I hope you enjoyed your celebration of St. Patrick’s and St. Joseph’s Days. When my children were little, I used to serve them (with the aid of blue food coloring) green scrambled eggs on March 17, to their delight (initially) and annoyance (later on). This week’s letter will discuss the School Department’s revision to the Turnaround Action Plan, the City’s electricity aggregation program and the non-plurality voting systems study commission.
1. Updating The Turnaround Action Plan
When the State takeover began in 2019, the Providence School Department developed a Turnaround Action Plan (TAP) which presented at slides 31-34 a series of metrics by which to measure the success of the takeover. For each of the metrics (such as percentage of 8th grade mathematics students achieving proficiency), the TAP stated the 2019 performance level (which was 7.4%) and the 5-year goal (in this case 50%). Unfortunately, the TAP did not provide a year-by-year set of annual benchmarks to measure progress towards the ultimate goal. Thus, for example, during the 2022-23 school year, only 10% of the 8th grade mathematics students achieved proficiency, making it difficult to predict with confidence that the District will reach the 50% goal in four years. (Because of COVID, the 5-year goals have been extended by two years.)
In light of this, I introduced legislation last year that the General Assembly passed in modified form as Bill S-2838B which, required, among other things, that the School Department update the TAP to include meaningful annual goals in 16 areas by a deadline of September 1, 2022. Unfortunately, the original, deficient TAP remains on the School Department’s website, and in correspondence I had with the School Department through the end of February, 2023, the Department updated the TAP in only 5 of the 16 required areas.
At a School Board meeting this past Wednesday, the School Department presented a TAP Update that includes additional meaningful annual goals, bringing the total to 10 or 11 of the law’s 16 required areas. This improvement is appreciated; however, we are now more than 6 months past the deadline. In my lawyer’s world, we would call this material non-compliance with a clear legal obligation. Even if we allowed some room for error, a student who takes a 16-question quiz and gets 10 or 11 answers correct will receive at best a grade of D+ (68.75%). I am hopeful that the School Department will, in the coming weeks, work with the School Board (whose input the School Department has, to date, essentially ignored) to improve its compliance with the law to a level closer to what our schools properly expect from our students.

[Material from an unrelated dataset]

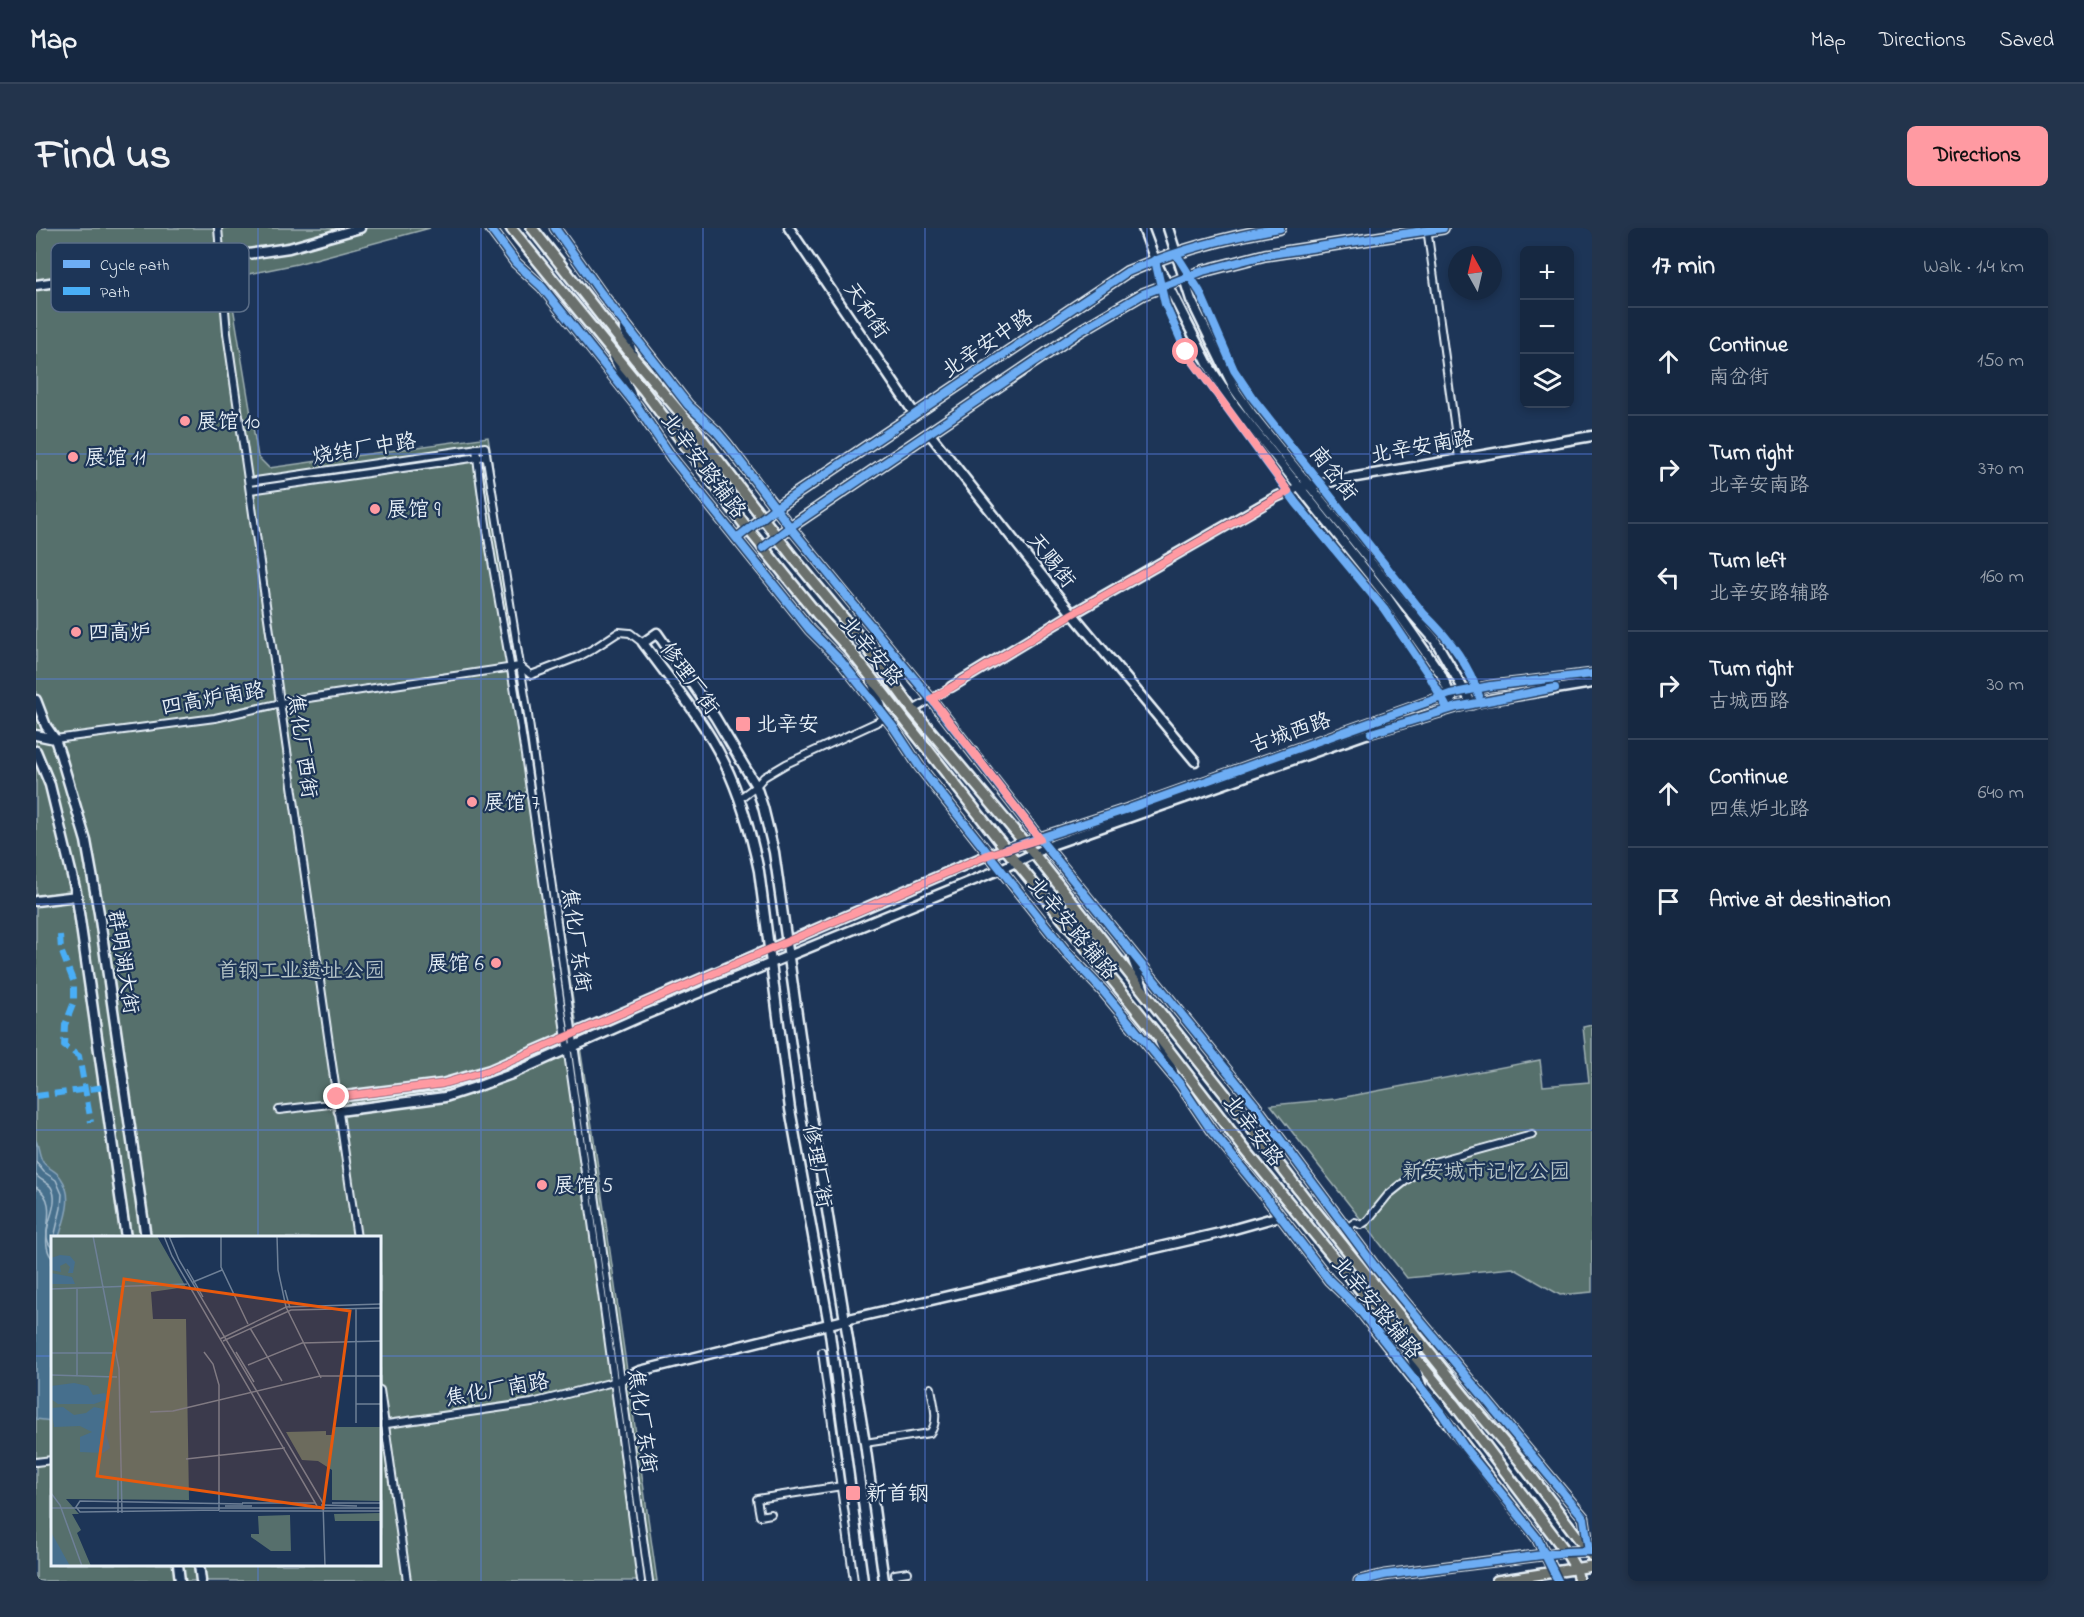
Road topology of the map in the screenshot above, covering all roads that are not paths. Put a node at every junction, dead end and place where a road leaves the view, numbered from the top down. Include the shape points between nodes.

2. The City’s Electricity Aggregation Plan
In recent weeks, Providence received a letter from the City announcing our participation in its Community Electricity Program. The letter informs us that we are automatically enrolled in the program but can choose to opt out at any time. I have not personally been involved in the selection or implementation of this program, but I recommend your reading an informative letter from Council member Sue Anderbois, a letter from Council Member Helen Anthony and a Report describing a similar program in Massachusetts. These two Council members are holding a Zoom on Monday, March 27, which you can connect to using a link in Councilwoman Anthony’s letter above.
3. The Non-Plurality Voting Systems Commission
The next meeting of the Non-Plurality Voting Systems Commission will take place on Wednesday, March 22 at 2:00 p.m. in the Senate Lounge. The Commission will hear from FairVote, an organization advocating for ranked-choice voting and the National Council on State Legislatures, a non-partisan research organization that will provide a general overview to supplement the one the Commission received on March 1 from Professor Myers.